The leader of the primitives is described as the size of a doll, explaining the earlier foreshadowing of the primitives reaction to a child’s doll, while the primitive priests have the faces of otters – and the rest of the primitives are stark naked!

Cover & Illustrations: The original cover and illustrations were by Chris Achilleos (though my first edition was the 1979 reprint with Jeff Cummins’ impressive portrait of Roger Delgado as the Master). I’m really not keen on the illustrations here, they’re a bit scrappy – some are clearly working from set photos while others show people who we don’t see in the TV version (Caldwell could just be an Auton!). I love the pic of the Doctor and the Master at the controls of the Doomsday machine though, as it looks like the Master is washing his hands.
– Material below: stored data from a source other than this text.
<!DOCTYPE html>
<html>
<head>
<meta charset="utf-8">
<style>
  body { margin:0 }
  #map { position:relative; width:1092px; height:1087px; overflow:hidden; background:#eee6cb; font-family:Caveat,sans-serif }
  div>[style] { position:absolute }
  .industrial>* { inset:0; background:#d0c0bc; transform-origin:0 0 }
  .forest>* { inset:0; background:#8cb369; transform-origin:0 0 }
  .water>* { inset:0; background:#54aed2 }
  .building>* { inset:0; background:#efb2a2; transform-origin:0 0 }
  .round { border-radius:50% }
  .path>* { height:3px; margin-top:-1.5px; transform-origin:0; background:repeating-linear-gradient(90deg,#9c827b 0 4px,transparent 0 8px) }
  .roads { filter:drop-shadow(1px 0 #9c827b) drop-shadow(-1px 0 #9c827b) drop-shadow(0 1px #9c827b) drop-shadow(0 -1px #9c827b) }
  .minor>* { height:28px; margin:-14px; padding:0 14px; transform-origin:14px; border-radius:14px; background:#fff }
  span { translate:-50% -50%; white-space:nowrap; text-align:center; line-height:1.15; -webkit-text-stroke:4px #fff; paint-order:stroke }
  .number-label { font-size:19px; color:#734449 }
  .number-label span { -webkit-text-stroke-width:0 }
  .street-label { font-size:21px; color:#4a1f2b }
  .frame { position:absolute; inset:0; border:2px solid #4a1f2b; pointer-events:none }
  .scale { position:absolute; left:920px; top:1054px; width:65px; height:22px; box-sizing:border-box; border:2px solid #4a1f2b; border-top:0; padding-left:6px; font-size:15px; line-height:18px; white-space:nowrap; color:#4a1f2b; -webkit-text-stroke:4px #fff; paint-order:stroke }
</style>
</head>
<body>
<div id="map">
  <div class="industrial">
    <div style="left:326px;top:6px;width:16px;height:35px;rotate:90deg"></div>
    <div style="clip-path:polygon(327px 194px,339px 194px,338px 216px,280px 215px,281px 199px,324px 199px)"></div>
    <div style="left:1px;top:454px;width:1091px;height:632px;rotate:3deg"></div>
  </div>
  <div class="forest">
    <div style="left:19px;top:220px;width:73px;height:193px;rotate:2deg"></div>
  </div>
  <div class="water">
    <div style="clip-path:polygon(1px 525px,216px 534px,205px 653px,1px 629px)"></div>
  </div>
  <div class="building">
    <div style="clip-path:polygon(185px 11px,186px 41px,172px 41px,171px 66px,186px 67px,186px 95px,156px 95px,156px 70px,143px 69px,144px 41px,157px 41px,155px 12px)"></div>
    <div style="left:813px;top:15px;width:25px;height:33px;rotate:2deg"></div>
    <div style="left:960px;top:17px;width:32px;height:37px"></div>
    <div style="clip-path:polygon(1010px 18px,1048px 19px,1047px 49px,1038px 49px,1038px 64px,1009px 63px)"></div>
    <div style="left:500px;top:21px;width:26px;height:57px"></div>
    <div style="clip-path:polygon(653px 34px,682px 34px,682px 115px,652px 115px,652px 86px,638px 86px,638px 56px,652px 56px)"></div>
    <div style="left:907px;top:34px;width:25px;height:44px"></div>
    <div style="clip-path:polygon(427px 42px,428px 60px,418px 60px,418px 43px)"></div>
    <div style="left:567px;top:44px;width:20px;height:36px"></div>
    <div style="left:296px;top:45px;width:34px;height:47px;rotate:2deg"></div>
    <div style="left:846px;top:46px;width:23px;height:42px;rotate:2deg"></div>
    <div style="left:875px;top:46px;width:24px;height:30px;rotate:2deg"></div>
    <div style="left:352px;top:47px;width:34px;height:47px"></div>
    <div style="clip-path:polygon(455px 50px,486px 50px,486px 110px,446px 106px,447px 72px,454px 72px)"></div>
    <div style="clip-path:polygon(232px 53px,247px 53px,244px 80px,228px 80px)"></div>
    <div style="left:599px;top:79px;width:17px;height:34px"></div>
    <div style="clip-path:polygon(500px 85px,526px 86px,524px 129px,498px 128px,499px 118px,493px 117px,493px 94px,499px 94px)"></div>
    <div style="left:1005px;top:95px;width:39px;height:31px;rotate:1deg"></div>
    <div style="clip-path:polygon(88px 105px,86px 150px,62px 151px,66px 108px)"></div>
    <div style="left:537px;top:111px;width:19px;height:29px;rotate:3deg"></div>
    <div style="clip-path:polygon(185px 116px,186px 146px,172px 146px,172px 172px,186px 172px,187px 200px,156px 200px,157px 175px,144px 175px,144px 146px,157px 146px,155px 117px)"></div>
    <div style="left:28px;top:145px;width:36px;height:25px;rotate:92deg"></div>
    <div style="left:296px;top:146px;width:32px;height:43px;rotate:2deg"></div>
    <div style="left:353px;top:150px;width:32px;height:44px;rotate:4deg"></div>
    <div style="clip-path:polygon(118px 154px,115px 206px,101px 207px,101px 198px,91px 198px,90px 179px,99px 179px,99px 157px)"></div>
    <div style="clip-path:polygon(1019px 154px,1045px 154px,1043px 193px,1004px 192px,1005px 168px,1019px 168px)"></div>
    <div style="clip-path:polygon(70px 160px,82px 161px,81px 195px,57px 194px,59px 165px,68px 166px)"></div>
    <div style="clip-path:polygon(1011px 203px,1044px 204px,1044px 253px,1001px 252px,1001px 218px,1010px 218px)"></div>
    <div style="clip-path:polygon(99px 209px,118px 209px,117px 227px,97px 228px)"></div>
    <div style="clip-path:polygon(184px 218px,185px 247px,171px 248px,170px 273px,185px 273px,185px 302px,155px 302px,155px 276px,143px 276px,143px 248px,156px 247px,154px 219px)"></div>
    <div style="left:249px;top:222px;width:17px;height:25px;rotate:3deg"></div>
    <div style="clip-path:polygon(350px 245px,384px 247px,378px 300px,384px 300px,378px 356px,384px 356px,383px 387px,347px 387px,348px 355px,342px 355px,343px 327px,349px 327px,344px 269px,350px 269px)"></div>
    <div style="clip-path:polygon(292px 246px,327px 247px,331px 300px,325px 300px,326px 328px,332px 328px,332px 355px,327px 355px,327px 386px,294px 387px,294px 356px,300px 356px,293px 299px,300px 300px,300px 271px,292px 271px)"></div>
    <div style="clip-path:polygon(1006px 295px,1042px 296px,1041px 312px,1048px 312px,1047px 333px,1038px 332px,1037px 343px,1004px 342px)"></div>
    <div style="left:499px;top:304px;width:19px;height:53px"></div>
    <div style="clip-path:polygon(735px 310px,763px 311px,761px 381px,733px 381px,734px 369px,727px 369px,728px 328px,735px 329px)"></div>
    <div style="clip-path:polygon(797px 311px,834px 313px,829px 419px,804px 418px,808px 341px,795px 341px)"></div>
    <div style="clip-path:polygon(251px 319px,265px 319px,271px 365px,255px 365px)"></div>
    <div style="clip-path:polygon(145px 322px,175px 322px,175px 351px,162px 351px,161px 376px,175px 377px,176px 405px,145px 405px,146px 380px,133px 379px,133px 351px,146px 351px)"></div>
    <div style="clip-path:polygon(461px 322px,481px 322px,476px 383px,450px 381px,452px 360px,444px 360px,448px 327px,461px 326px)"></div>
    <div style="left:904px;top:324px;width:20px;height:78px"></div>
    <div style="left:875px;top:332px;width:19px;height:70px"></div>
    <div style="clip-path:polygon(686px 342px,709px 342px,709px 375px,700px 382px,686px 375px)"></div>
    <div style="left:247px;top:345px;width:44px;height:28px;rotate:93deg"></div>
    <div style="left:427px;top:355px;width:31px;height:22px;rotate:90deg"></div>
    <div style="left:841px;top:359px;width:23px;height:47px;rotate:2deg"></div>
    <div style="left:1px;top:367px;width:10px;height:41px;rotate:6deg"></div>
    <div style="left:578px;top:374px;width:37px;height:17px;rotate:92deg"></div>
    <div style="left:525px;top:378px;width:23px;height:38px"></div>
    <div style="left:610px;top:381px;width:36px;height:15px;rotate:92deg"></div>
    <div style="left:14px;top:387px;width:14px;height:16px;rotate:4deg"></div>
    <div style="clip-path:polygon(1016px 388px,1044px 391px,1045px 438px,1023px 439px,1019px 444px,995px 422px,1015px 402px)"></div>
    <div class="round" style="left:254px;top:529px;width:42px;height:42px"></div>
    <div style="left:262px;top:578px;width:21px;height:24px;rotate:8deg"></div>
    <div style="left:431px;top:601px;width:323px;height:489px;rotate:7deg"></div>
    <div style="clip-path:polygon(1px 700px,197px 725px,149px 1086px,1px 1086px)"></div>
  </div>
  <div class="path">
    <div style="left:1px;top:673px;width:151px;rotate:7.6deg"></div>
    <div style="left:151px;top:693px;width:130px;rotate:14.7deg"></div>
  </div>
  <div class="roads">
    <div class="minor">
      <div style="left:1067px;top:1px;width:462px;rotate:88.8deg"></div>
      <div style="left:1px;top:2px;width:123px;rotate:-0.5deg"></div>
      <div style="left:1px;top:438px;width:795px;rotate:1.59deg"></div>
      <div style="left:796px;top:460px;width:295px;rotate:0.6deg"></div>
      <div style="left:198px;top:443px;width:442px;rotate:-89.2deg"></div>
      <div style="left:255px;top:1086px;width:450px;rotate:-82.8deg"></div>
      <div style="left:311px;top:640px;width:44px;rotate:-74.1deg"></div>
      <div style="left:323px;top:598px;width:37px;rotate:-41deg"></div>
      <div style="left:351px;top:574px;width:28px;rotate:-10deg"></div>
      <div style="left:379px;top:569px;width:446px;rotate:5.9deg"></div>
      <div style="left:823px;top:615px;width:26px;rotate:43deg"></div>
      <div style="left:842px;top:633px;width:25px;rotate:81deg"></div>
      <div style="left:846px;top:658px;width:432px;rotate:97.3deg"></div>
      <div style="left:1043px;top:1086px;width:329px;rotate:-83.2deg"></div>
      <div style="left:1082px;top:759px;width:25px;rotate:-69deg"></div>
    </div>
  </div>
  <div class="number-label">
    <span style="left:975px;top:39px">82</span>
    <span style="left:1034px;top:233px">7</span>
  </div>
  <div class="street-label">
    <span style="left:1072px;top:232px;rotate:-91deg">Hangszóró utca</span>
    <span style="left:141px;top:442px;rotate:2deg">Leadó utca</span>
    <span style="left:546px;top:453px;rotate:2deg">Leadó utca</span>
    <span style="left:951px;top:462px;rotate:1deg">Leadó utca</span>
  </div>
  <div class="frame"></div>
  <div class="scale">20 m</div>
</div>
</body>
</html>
Final Analysis: We’re only three books into Target’s own run of books and there’s still no guarantee that every story will be novelised, so we get a new introduction to Jo Grant that ignores all of her adventures prior to this, but gives her a marvellous backstory too. Some of the supporting characters benefit from an expanded biography too, specifically Ashe and Dent. Hulke’s second novel for the range hints at the author’s politics in the way it describes Earth in the far future as a desperate place: The entire surface of Earth in this time is covered in tiny cube apartments within huge buildings; IMC arranges marriages based on computer-decided compatibility (though strangely Dent’s marriage seems happy while Caldwell’s has ended in separation); food is sourced solely from the sea; even when IMC chief Dent offers his team champagne, it’s from a can. IMC represents the worst excesses of capitalism, dictating a person’s quality of life by how much debt they owe to the company and all minimal perks can be removed at the say-so of a cruel boss like Dent. Hulke doesn’t make the colonists too perfect either, as they’re more than happy to kill to survive (there’s none of the Thal’s pacifism here, and Smedley’s disposal of Norton, however justified, is quite callous. It seems the new (unnamed) world offers new hope to the colonists; as the Doctor and Jo leave, the entire landscape has already begun to sprout with grass and shrubs.

As Doctor Who Magazine writer Alan Barnes points out, the original title, Colony in Space, might have been exciting for viewers who’d become used to the Doctor’s Earthbound adventures, but as part of the mix-and-match releases of Target, it’s less of a draw. The Doomsday Weapon’ is a much better title anyway.